Kerry: Feeding off frenzy

By WES ALLISON
Published October 31, 2004

APPLETON, Wis. - Two days out from the presidential election, here's the real deal for Democratic Sen. John Kerry: He faces a powerful incumbent whose campaign often has him on the defensive, especially on national security. Polls show his base is less excited about electing him than dumping President Bush. And he's struggling in several states the Democrats won four years ago.

But Bush's approval ratings are mediocre at best, Iraq continues to make for messy headlines, and few here in Wisconsin, Ohio or even Florida are feeling flush. Kerry and his team, jetting about America like rock stars, often with rock stars, say they're feeling good.

He has about 60 hours until the polls close. In Tampa tonight, as he has the past two days, Kerry will try to distill his rambling array of points on Iraq, the economy, Bush's tax cuts for the wealthy and stem cell research into a simple argument for voting for him and against the president:

Life in America is not better than it was four years ago, unless you're rich, and it will only get worse if Bush is re-elected. I will make it better.

He must produce a massive turnout of Democratic loyalists - African-Americans in Jacksonville, students in Columbus, Ohio, elderly Roosevelt Democrats in Broward County - that will rival the record turnout for Al Gore in 2000.

At a boggy ball field at a middle school in Appleton on Saturday morning, Kerry told several hundred supporters bundled against the gray, damp chill that Tuesday's election is too crucial to ignore, as he exhorted them to herd their friends and neighbors to the polls.

This election, he said, is about, "everything that affects the quality of life, every single one of them. Your job, your health care, the level of your college tuition, whether your kid can go to an afterschool program.
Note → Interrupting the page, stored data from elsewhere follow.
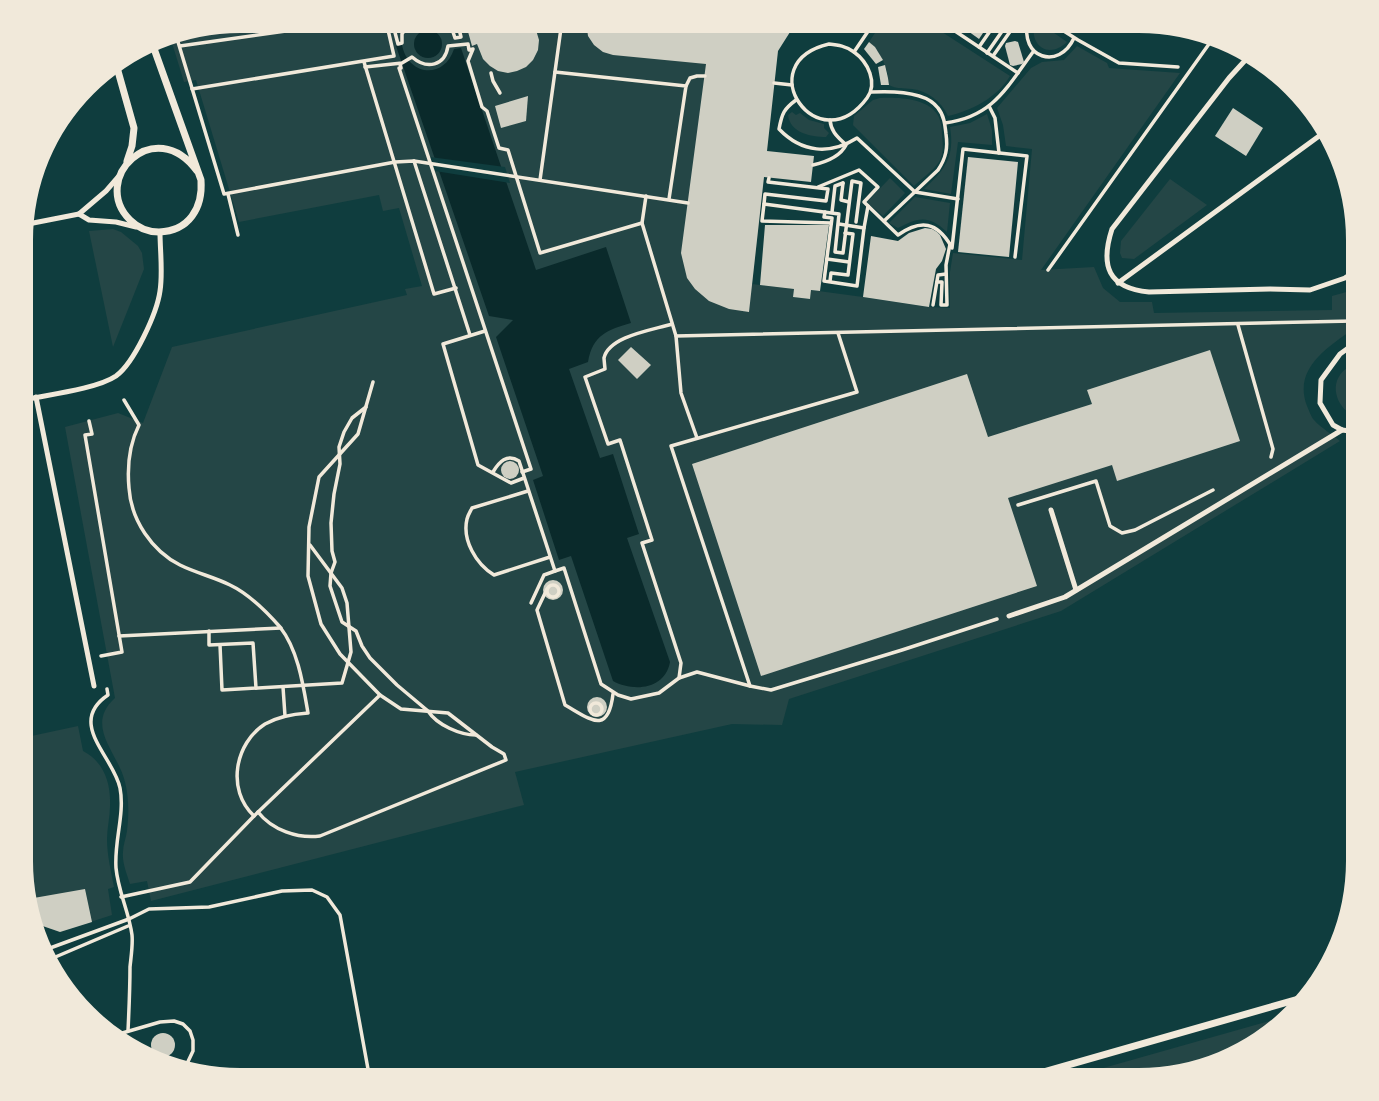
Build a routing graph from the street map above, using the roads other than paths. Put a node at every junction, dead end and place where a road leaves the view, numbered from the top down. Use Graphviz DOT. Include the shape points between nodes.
graph roads {
  1 [pos="155,52"];
  2 [pos="1244,62"];
  3 [pos="119,73"];
  4 [pos="1318,137"];
  5 [pos="126,164"];
  6 [pos="197,171"];
  7 [pos="120,174"];
  8 [pos="79,214"];
  9 [pos="34,223"];
  10 [pos="144,229"];
  11 [pos="160,232"];
  12 [pos="1346,277"];
  13 [pos="1118,283"];
  14 [pos="1346,350"];
  15 [pos="36,397"];
  16 [pos="1342,430"];
  17 [pos="1346,430"];
  18 [pos="1051,510"];
  19 [pos="1076,590"];
  20 [pos="1009,616"];
  21 [pos="94,686"];
  22 [pos="1289,1002"];
  23 [pos="1058,1068"];
  1 -- 6 [label="street"];
  2 -- 13 [label="lane" via="1112,229 1106,257"];
  3 -- 5 [label="street" via="134,128"];
  4 -- 13 [label="lane"];
  5 -- 6 [label="street" via="146,150 169,149 181,153"];
  5 -- 7 [label="street"];
  6 -- 11 [label="street" via="202,191 196,211 181,226"];
  7 -- 8 [label="lane"];
  7 -- 10 [label="street" via="118,200 123,212"];
  8 -- 9 [label="lane"];
  8 -- 10 [label="lane" via="89,220"];
  10 -- 11 [label="street"];
  11 -- 15 [label="lane" via="160,291 133,358 116,376"];
  12 -- 13 [label="lane" via="1310,290 1149,292"];
  14 -- 16 [label="lane" via="1321,380 1320,404 1333,425"];
  15 -- 21 [label="lane"];
  16 -- 17 [label="lane"];
  16 -- 19 [label="lane"];
  18 -- 19 [label="lane"];
  19 -- 20 [label="lane"];
  22 -- 23 [label="street"];
}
"Not those little trumped up hot-button issues they use to try to divide America, but all the things that really matter. ... I believe George Bush has it backward. He fights for the wealthy, I fight for the middle class and the people who are struggling to get into it."

Mike McCurry, a senior adviser who has helped Kerry sharpen his message in recent weeks, said Kerry won't deviate much from a new, shorter version of his stump speech he adopted Friday that lays bare the differences between him and Bush.

"The American people are capable of absorbing lots of information like the Osama (bin Laden) tape and focusing on the campaign and the issues," McCurry said. "We're confident we're making the right arguments here."

There isn't much room for error. Polls show a dead heat in Florida and Ohio, which Bush won in 2000, as well as Wisconsin and Pennsylvania, which Al Gore won. Hawaii, which usually votes Democratic, is teetering; but New Hampshire, which Bush won in 2000, is teetering, too.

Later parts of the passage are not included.